ThunderStruck has been doing balloon flights with weather balloons up into the stratosphere now for about 10 years. And they’ve been both lucky enough and good enough to never lose a payload- a rare thing .
“The flight is about two to three hours before it’s back on the ground again, but it can qualify a lot of science. If you were developing a system for the multispectral analysis of Martian landscape and need to test it under real conditions, we can fly it up to atmospheric pressures below 1% of sea level, and temperatures to minus 50 Celsius in the jet stream. A flight that high also gets high levels of radiation, more than you probably get on Mars itself.”
Not only have they used these balloons to contribute knowledge and insights to the field of aerospace, they’ve deployed these scientific tools for education and advertising. For example, ThunderStruck helped Myob rebrand with some literal cloud computing, froze some Cloud9 yogurt with just the power of altitude, and dropped a Post-it note out of the sky to see if it would still stick. They’ve also worked with the Air Force, Science Week, and done a lot of education with kids to get people on board and thinking about a future beyond earth.
StratoDrones are, to put it simply, balloons that can live in an area known as the Tropopause, which exists between the stratosphere and the troposphere. It can do this because the tropopause is situated between 2 cancelling forces, meaning that the winds in the tropopause (and by extension, the drone living there) move little if at all in relation to the surface of the earth.
“The jet stream tends to have predominantly winds that go from west to east. And the stratosphere generally has winds that go from east to west, but occasionally they’re going in the same direction very quickly. [However], because we have propulsion on these balloons, we should be able to hold position very well, or even motor around against the winds. We hope one day to have our devices up there for a year or two, but initially we’re aiming for three weeks.”
The StratoDone’s primary benefit is that it can theoretically perform many of the same functions of existing satellites in orbit much faster from launch, and for a fraction of the material & operational cost. While the practical applications of these drones are obviously vast and revolutionary, Roberts examples focus on land care. With the StratoDrones, you can quickly deploy equipment to monitor and detect fires over large areas and even through the night, detect & monitor farm health and erosion on beaches, catch illegal fishing & dumping, etc.

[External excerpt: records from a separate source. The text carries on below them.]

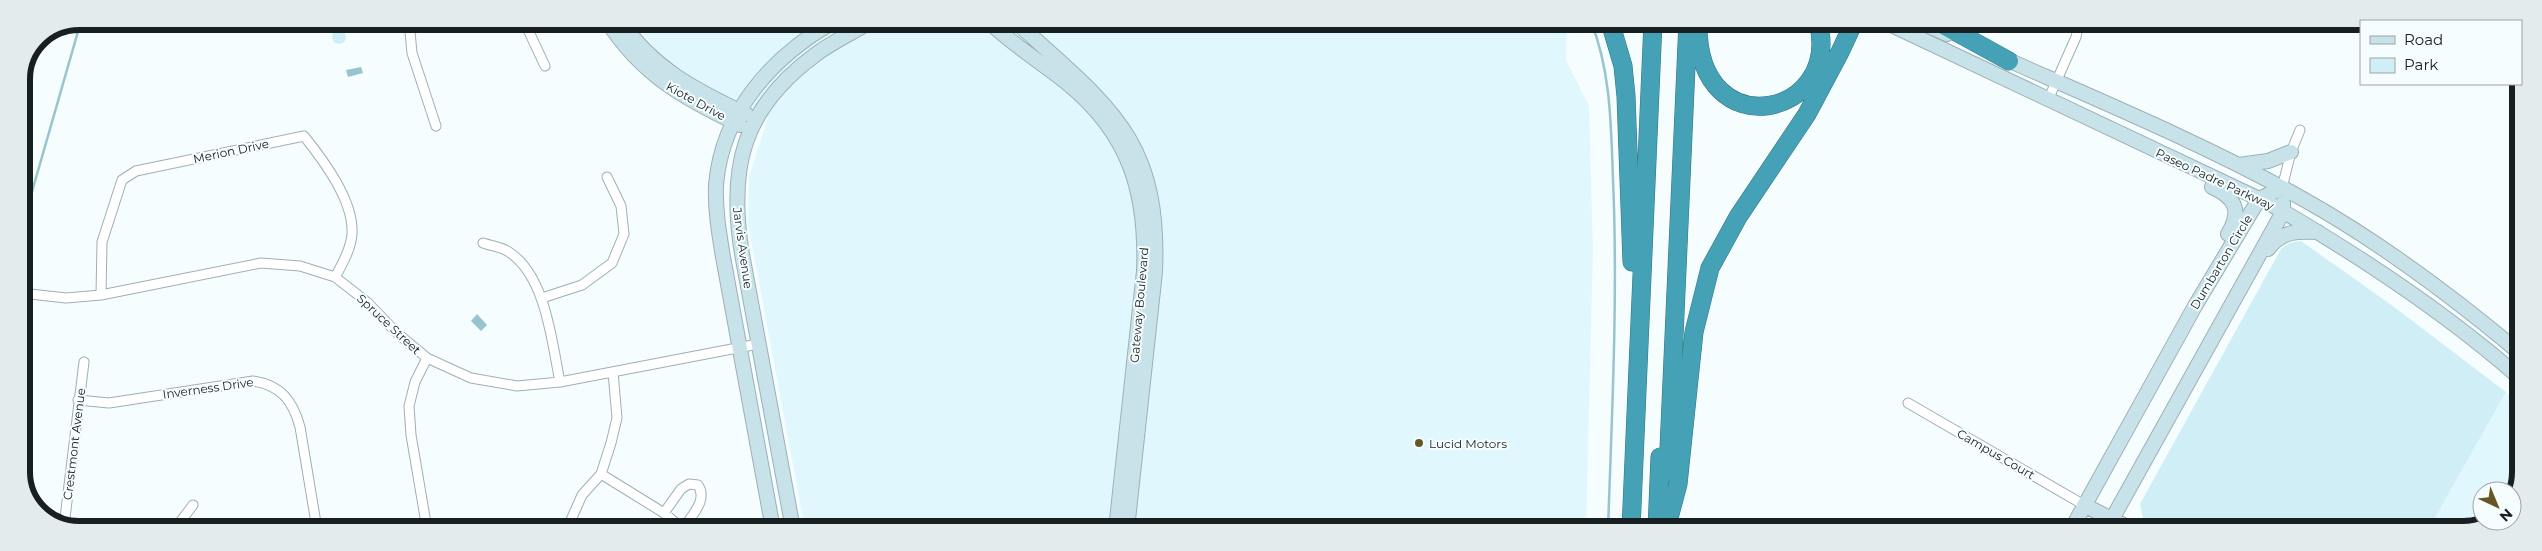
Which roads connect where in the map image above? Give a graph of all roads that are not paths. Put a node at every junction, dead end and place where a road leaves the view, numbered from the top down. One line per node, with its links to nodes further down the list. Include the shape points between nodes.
1 (410, 30): 27 (street, via 412,53)
2 (528, 30): 21 (street)
3 (612, 30): 24 (main road, Kiote Drive, via 640,64 662,82 705,109)
4 (628, 30): 24 (main road, Kiote Drive, via 648,55 669,73)
5 (819, 30): 24 (main road, Jarvis Avenue, via 778,60)
6 (856, 30): 26 (main road, Jarvis Avenue, via 816,54 792,74)
7 (999, 30): 67 (main road, Gateway Boulevard, via 1088,101 1108,125 1135,176 1145,237 1144,271)
8 (1025, 30): 68 (main road, Gateway Boulevard, via 1117,118 1146,172 1153,204 1155,272)
9 (1612, 30): 53 (highway, via 1623,66 1626,96)
10 (1653, 30): 53 (highway)
11 (1679, 30): 70 (highway)
12 (1688, 30): 71 (highway)
13 (1698, 30): 14 (highway, via 1700,56 1711,80 1727,96 1742,104 1758,106 1775,105 1806,85 1816,71 1821,55)
14 (1819, 30)
15 (1850, 30): 72 (highway, via 1807,114 1738,217 1710,268 1694,332 1678,484)
16 (1902, 30): 23 (main road, Paseo Padre Parkway)
17 (1938, 30): 20 (main road, Paseo Padre Parkway)
18 (1953, 30): 20 (highway)
19 (2077, 30): 22 (street)
20 (2010, 61): 22 (main road, Paseo Padre Parkway)
21 (545, 66)
22 (2056, 81): 23 (street); 30 (main road, Paseo Padre Parkway)
23 (2048, 100): 25 (main road, Paseo Padre Parkway)
24 (736, 116): 26 (main road, Kiote Drive); 45 (main road, Jarvis Avenue, via 716,185 717,222)
25 (2095, 123): 33 (main road, Paseo Padre Parkway); 42 (main road, via 2101,133 2228,194 2236,221 2194,295)
26 (753, 124): 43 (main road, Jarvis Avenue, via 736,186 737,220)
27 (436, 126)
28 (2300, 130): 29 (street)
29 (2290, 152): 30 (main road, via 2268,161); 32 (street)
30 (2239, 165): 32 (main road, Paseo Padre Parkway)
31 (607, 177): 41 (street, via 621,206 624,234 612,263 582,285)
32 (2282, 188): 33 (main road); 34 (main road); 44 (main road, Paseo Padre Parkway, via 2397,259)
33 (2258, 199): 34 (main road, Paseo Padre Parkway); 42 (main road, Dumbarton Circle)
34 (2283, 212): 35 (main road, Paseo Padre Parkway); 38 (main road)
35 (2319, 232): 38 (main road, via 2287,234 2275,240); 49 (main road, Paseo Padre Parkway, via 2428,304)
36 (483, 243): 41 (street, via 509,252 527,272)
37 (335, 277): 40 (street, Spruce Street, via 300,266 261,262); 40 (street, Merion Drive, via 352,234 345,198 321,157 304,136 136,171 122,180 102,242); 46 (street, Spruce Street)
38 (2248, 278): 75 (main road)
39 (30, 294): 40 (street, Spruce Street, via 66,298)
40 (101, 294)
41 (542, 298): 50 (street)
42 (2195, 306): 55 (main road, Dumbarton Circle)
43 (758, 344): 45 (street, Spruce Street); 66 (main road, Jarvis Avenue)
44 (2512, 347)
45 (739, 348): 48 (street, Spruce Street); 65 (main road, Jarvis Avenue)
46 (427, 358): 50 (street, Spruce Street, via 471,378 517,386); 61 (street, via 414,382 409,406)
47 (84, 362): 51 (street, Crestmont Avenue)
48 (613, 372): 50 (street, Spruce Street); 54 (street, via 618,418)
49 (2512, 372)
50 (560, 382)
51 (78, 400): 58 (street, Crestmont Avenue); 60 (street, Inverness Drive, via 109,403 253,381 267,382 288,398 296,411)
52 (1908, 403): 55 (street, Campus Court)
53 (1636, 416): 69 (highway)
54 (601, 474): 57 (street); 62 (street, via 582,495)
55 (2084, 505): 73 (main road, Dumbarton Circle); 74 (main road)
56 (192, 506): 59 (street)
57 (664, 513): 63 (street); 64 (street, via 681,489 688,484 698,485 702,501)
58 (65, 518)
59 (181, 521)
60 (316, 521)
61 (425, 521)
62 (571, 521)
63 (674, 521)
64 (688, 521)
65 (771, 521)
66 (791, 521)
67 (1117, 521)
68 (1128, 521)
69 (1631, 521)
70 (1657, 521)
71 (1666, 521)
72 (1668, 521)
73 (2076, 521)
74 (2105, 521)
75 (2111, 521)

“Of course, the big one – if we get longevity – is telecommunications, because having an antenna system up at 23 kilometres altitude, roughly, in geostationary position means we can provide comms over an area with a 400-kilometre radius per unit… if you have geostationary satellites 36,000 kilometers away, the delay getting signal back down is huge. Using a stratospheric airship means the power requirements for transmitting will also be significantly lower.”
Now onto the classics: Rockets. Currently, ThunderStrucks Lightning series of rockets are capable of reaching space for their customers. While their solid fuel rockets are nothing revolutionary and only currently functional as sounding rockets (meaning they do not enter orbit: They go up, then right back down.), where they’re innovating is the way rockets are launched.
The Australian Space Agency doesn’t require us to have a launch facility license and therefore we have reduced costs, and launching from the back of an aircraft means we can launch every day because there’s no delay in refurbishing the launch pad after every launch. You also don’t have to worry about rockets falling back down to the ground, destroying the launch facility. You’re out there over the ocean for launch, so worst case it’ll fall in the ocean and you have to go and recover it.
ThunderStruck has grander goals than the outer rim of Earth's reach; they’ve thrown their hat in the ring to help NASA search for evidence of life on Mars.
We’re looking to land a bunch of probes on Mars that will sense which way the wind’s going and whether there’s methane in the wind, then locate the methane vents. Because there will be a rover, if we did find a strong methane vent, we can send the rover over to get a good sniff of what’s coming out of the ground. And hopefully it’ll be able to tell the difference between methane that’s derived from chemical interactions and methane that has markers in it that have come from life. We might be able to say whether or not there was life from this methane, which would be a big thing to say: “Yep, there’s life on Mars.”
The journey these probes will go through sounds incredible. Putting aside the fact they’ll leave terrestrial earth on a journey to be one of the first things we land on another celestial body, once they get to Mars these 6kg probes will be dropped out of the sky to be dispersed over a number of kilometers and slam into frozen Martian soil at speeds of around 500km/h. From there, they will open up their solar panels and start measuring information about Mars and what’s beneath its surface to give not only the NASA rovers, but us as a species, a greater understanding about our distant celestial neighbour.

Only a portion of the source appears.